**Exercise brief:**
Would you transcribe the lines running from the one that holds "Quick job: Build a gazetteer for the map image above" to the last line of the records? Leave every picture out.

───

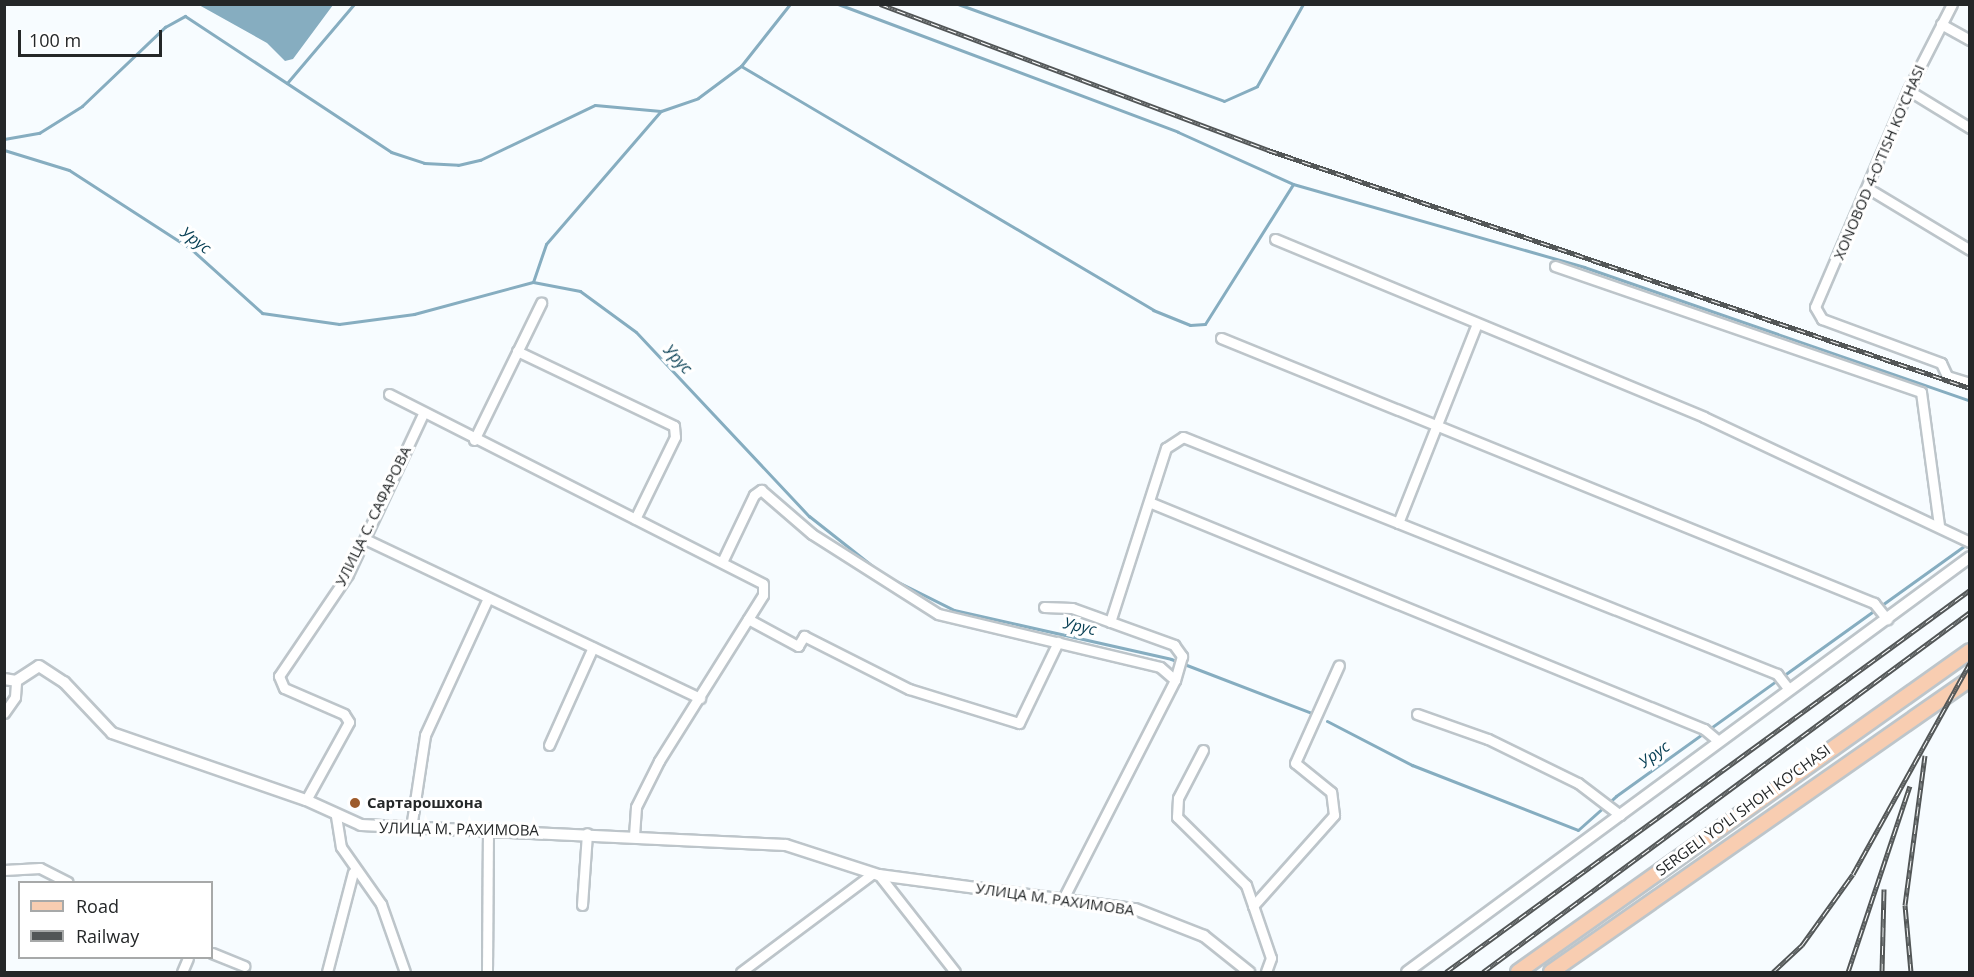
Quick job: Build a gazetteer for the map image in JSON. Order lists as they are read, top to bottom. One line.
{"streets":{"main road":["SERGELI YO‘LI SHOH KO‘CHASI"],"street":["XONOBOD 4-O'TISH KO'CHASI","УЛИЦА С. САФАРОВА","УЛИЦА М. РАХИМОВА"]},"crossings":[["УЛИЦА С. САФАРОВА","УЛИЦА М. РАХИМОВА"]],"water":["Урус"],"places":["Сартарошхона"],"legend":["Road","Railway"],"scale_bar":"100 m"}
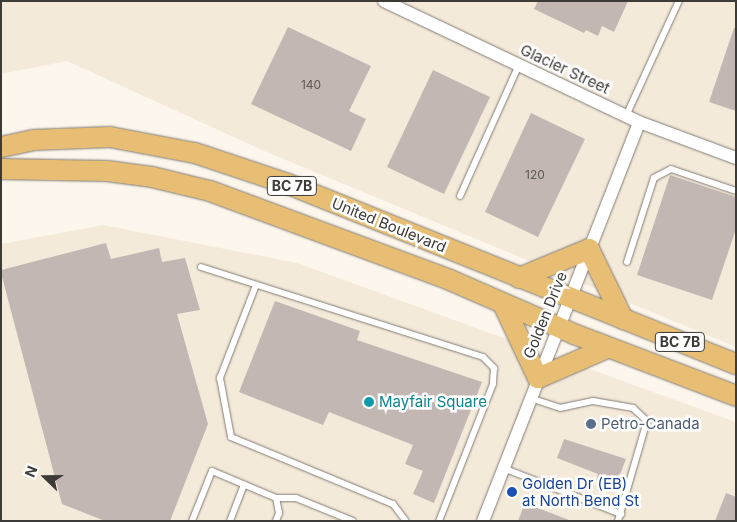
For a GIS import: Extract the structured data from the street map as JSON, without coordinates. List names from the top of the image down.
{
  "streets": {
    "main road": ["BC 7B", "United Boulevard"],
    "street": ["Glacier Street", "Golden Drive"]
  },
  "crossings": [
    ["Glacier Street", "Golden Drive"],
    ["United Boulevard", "Golden Drive"]
  ],
  "places": ["Mayfair Square", "Petro-Canada", "Golden Dr (EB) at North Bend St"],
  "house_numbers": ["140", "120"],
  "north": "left"
}
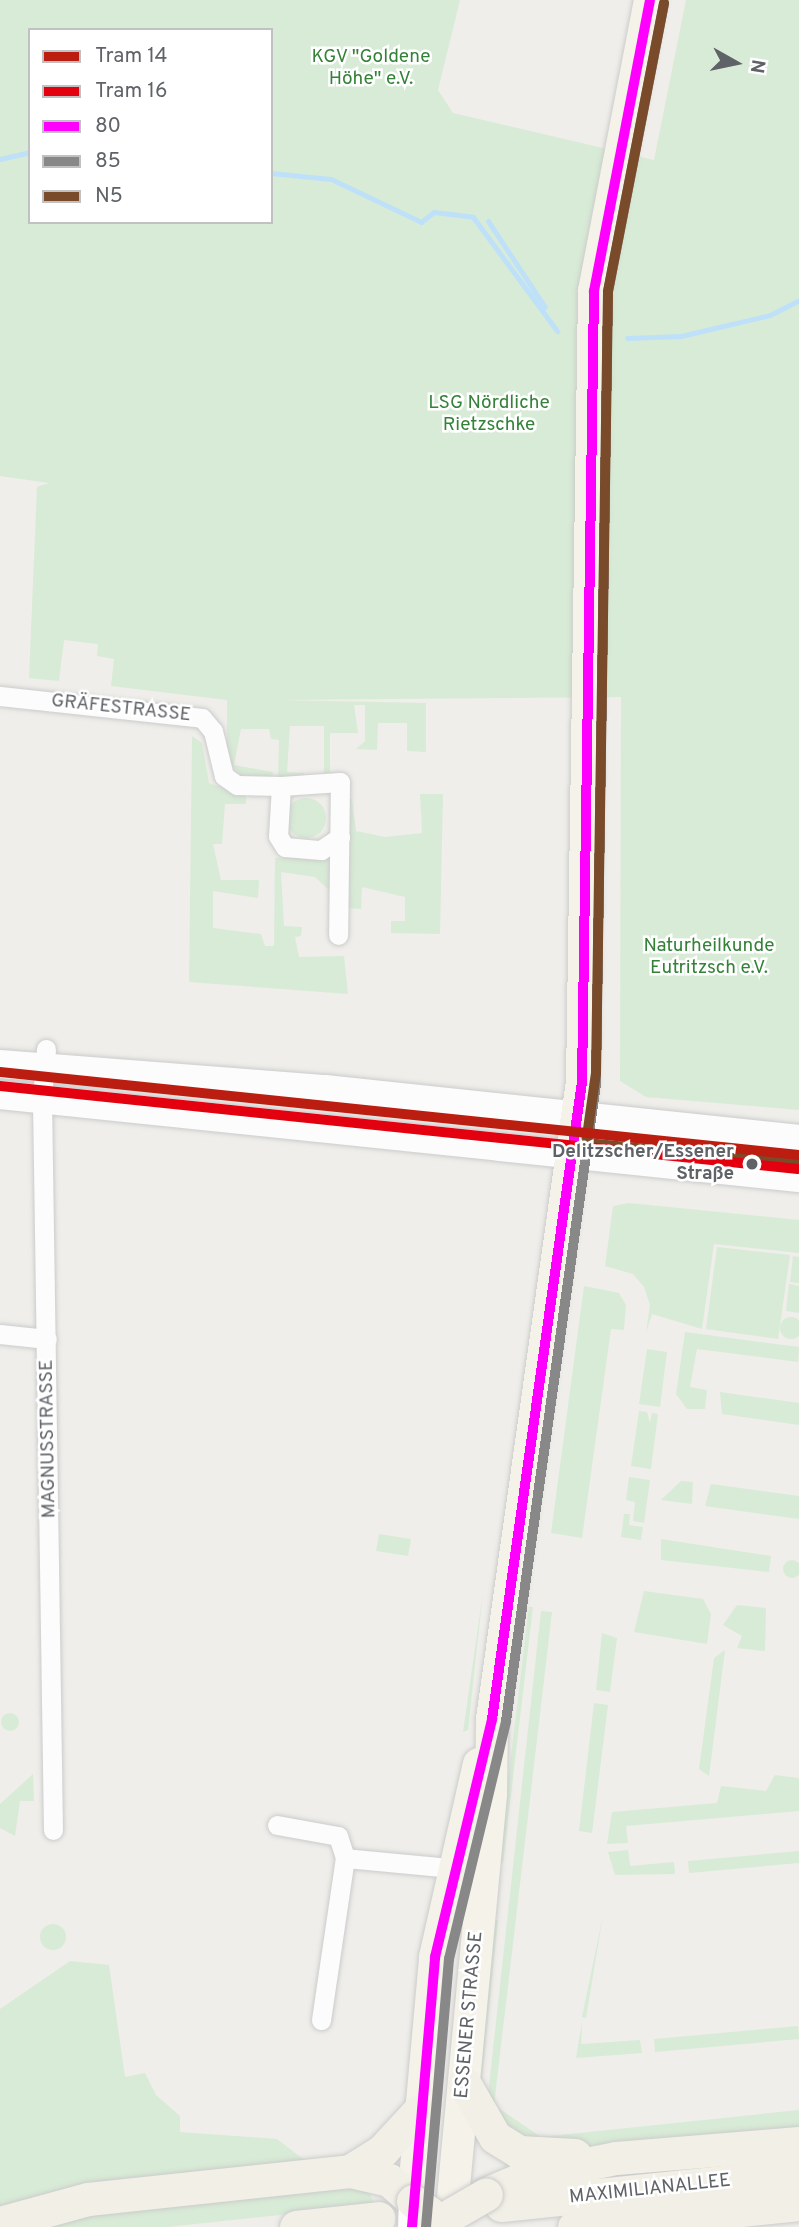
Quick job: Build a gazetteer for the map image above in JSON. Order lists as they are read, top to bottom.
{
  "streets": {
    "highway": ["MAXIMILIANALLEE"],
    "main road": ["ESSENER STRASSE"],
    "street": ["GRÄFESTRASSE", "MAGNUSSTRASSE"]
  },
  "parks": ["KGV \"Goldene Höhe\" e.V.", "LSG Nördliche Rietzschke", "Naturheilkunde Eutritzsch e.V."],
  "places": ["Delitzscher/Essener Straße"],
  "lines": [
    "transit line 80",
    "transit line 85",
    "transit line N5",
    "tram line 14",
    "tram line 16"
  ],
  "legend": [
    "Tram 14",
    "Tram 16",
    "80",
    "85",
    "N5"
  ],
  "north": "right"
}
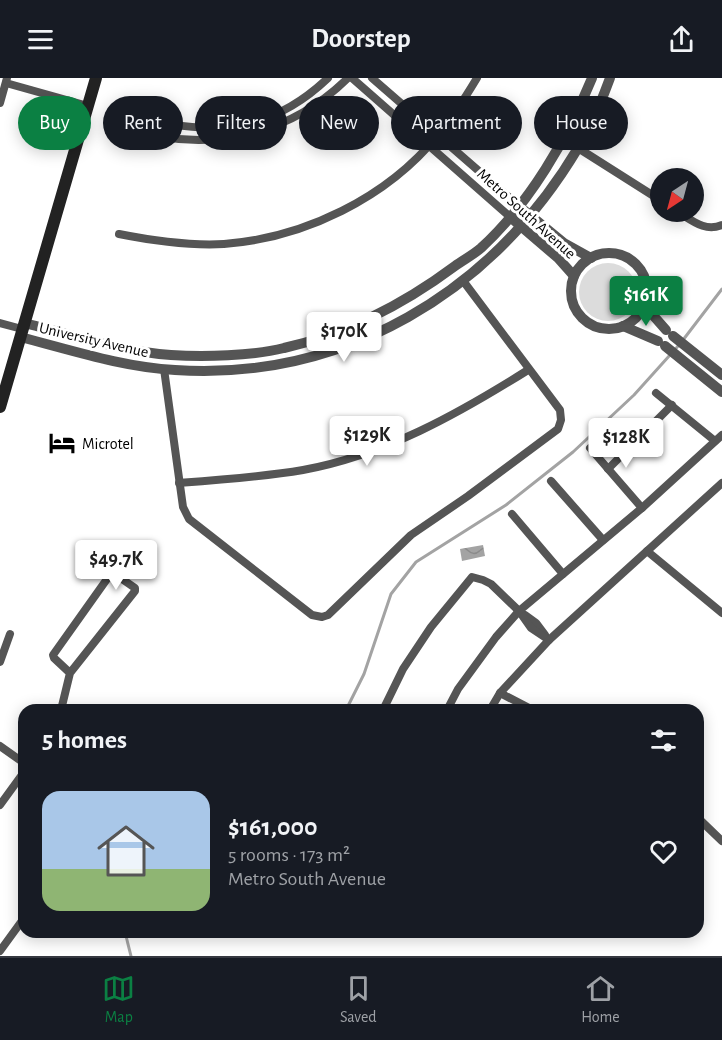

───

**Output of the task:**
Quick job: Build a gazetteer for the map image above in JSON. Order lists as they are read, top to bottom.
{
  "streets": {
    "highway": ["MAXIMILIANALLEE"],
    "main road": ["ESSENER STRASSE"],
    "street": ["GRÄFESTRASSE", "MAGNUSSTRASSE"]
  },
  "parks": ["KGV \"Goldene Höhe\" e.V.", "LSG Nördliche Rietzschke", "Naturheilkunde Eutritzsch e.V."],
  "places": ["Delitzscher/Essener Straße"],
  "lines": [
    "transit line 80",
    "transit line 85",
    "transit line N5",
    "tram line 14",
    "tram line 16"
  ],
  "legend": [
    "Tram 14",
    "Tram 16",
    "80",
    "85",
    "N5"
  ],
  "north": "right"
}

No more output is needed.